GOAL OF THE EXERCISE =>
Pictures aside, write out every record exactly as it appears.

━━ EXERCISE INPUTS ━━

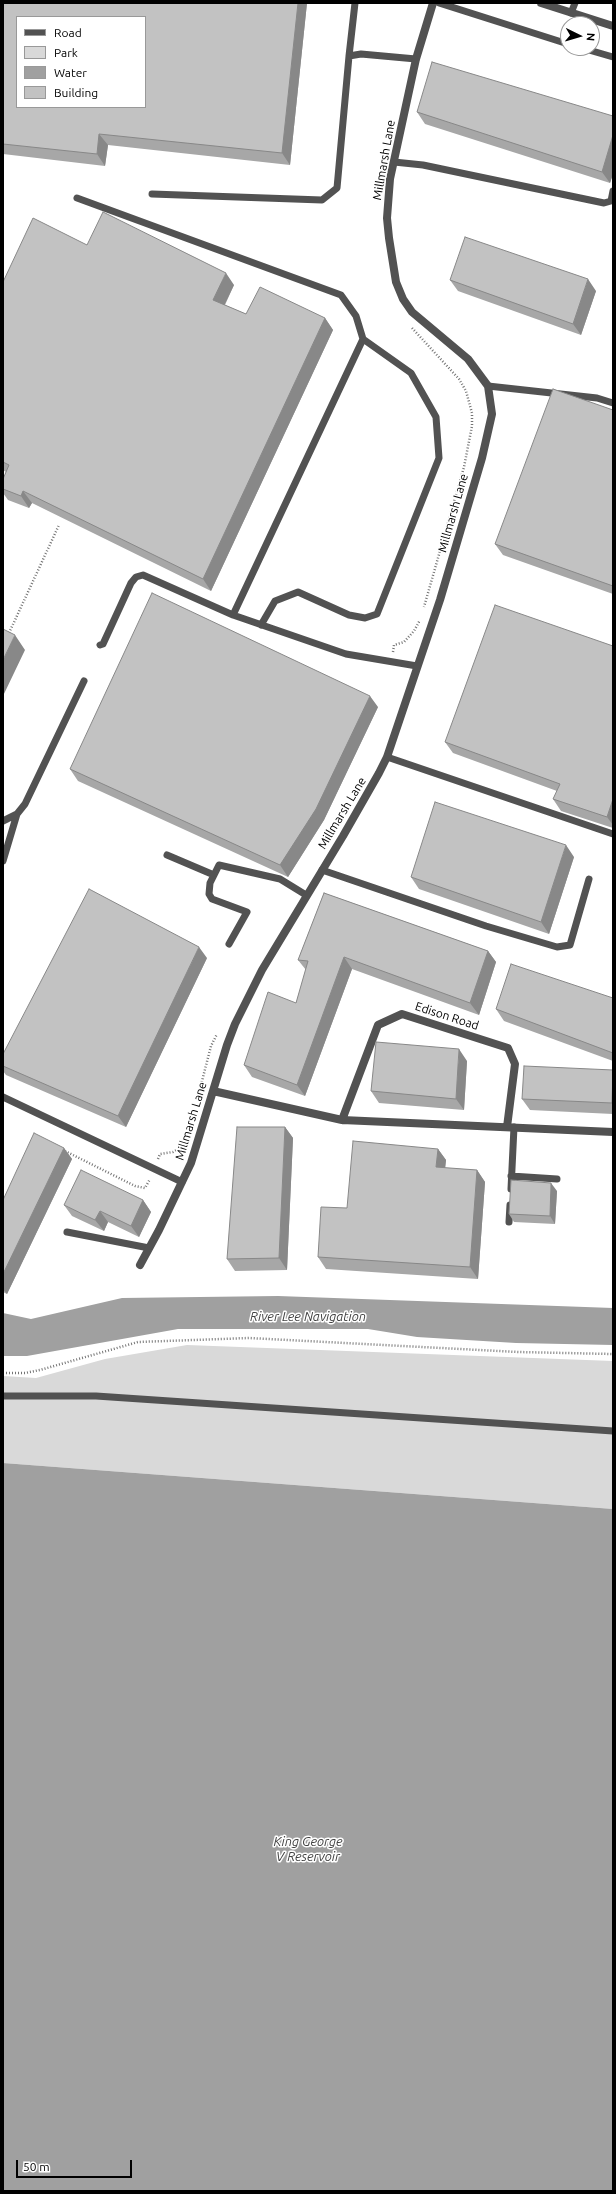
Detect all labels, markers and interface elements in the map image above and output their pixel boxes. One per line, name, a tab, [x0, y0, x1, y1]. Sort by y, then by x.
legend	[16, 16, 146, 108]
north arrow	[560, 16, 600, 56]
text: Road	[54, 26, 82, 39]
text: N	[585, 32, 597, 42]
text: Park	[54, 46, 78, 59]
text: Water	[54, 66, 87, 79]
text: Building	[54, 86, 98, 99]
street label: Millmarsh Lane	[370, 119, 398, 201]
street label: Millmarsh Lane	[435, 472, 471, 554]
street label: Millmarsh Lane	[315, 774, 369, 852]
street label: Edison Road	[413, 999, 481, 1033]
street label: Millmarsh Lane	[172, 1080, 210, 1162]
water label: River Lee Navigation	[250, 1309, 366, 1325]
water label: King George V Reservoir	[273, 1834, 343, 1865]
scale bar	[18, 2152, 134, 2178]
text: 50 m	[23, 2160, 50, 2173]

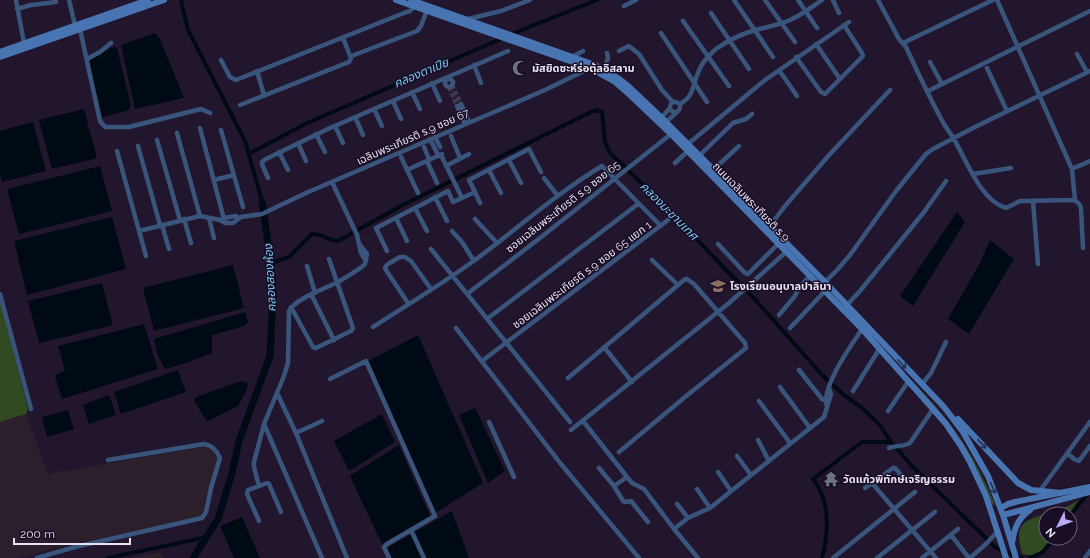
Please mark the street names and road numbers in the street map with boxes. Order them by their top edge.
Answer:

━━━

THE COMPLETED TASK =>
Detect all labels, markers and interface elements in the map image above and output their pixel boxes. One per line, name, a tab, [x0, y0, x1, y1]. Sort by y, then by x.
legend	[16, 16, 146, 108]
north arrow	[560, 16, 600, 56]
text: Road	[54, 26, 82, 39]
text: N	[585, 32, 597, 42]
text: Park	[54, 46, 78, 59]
text: Water	[54, 66, 87, 79]
text: Building	[54, 86, 98, 99]
street label: Millmarsh Lane	[370, 119, 398, 201]
street label: Millmarsh Lane	[435, 472, 471, 554]
street label: Millmarsh Lane	[315, 774, 369, 852]
street label: Edison Road	[413, 999, 481, 1033]
street label: Millmarsh Lane	[172, 1080, 210, 1162]
water label: River Lee Navigation	[250, 1309, 366, 1325]
water label: King George V Reservoir	[273, 1834, 343, 1865]
scale bar	[18, 2152, 134, 2178]
text: 50 m	[23, 2160, 50, 2173]

Please mark the street names and road numbers in the street map with boxes. Order them by their top edge.
Answer:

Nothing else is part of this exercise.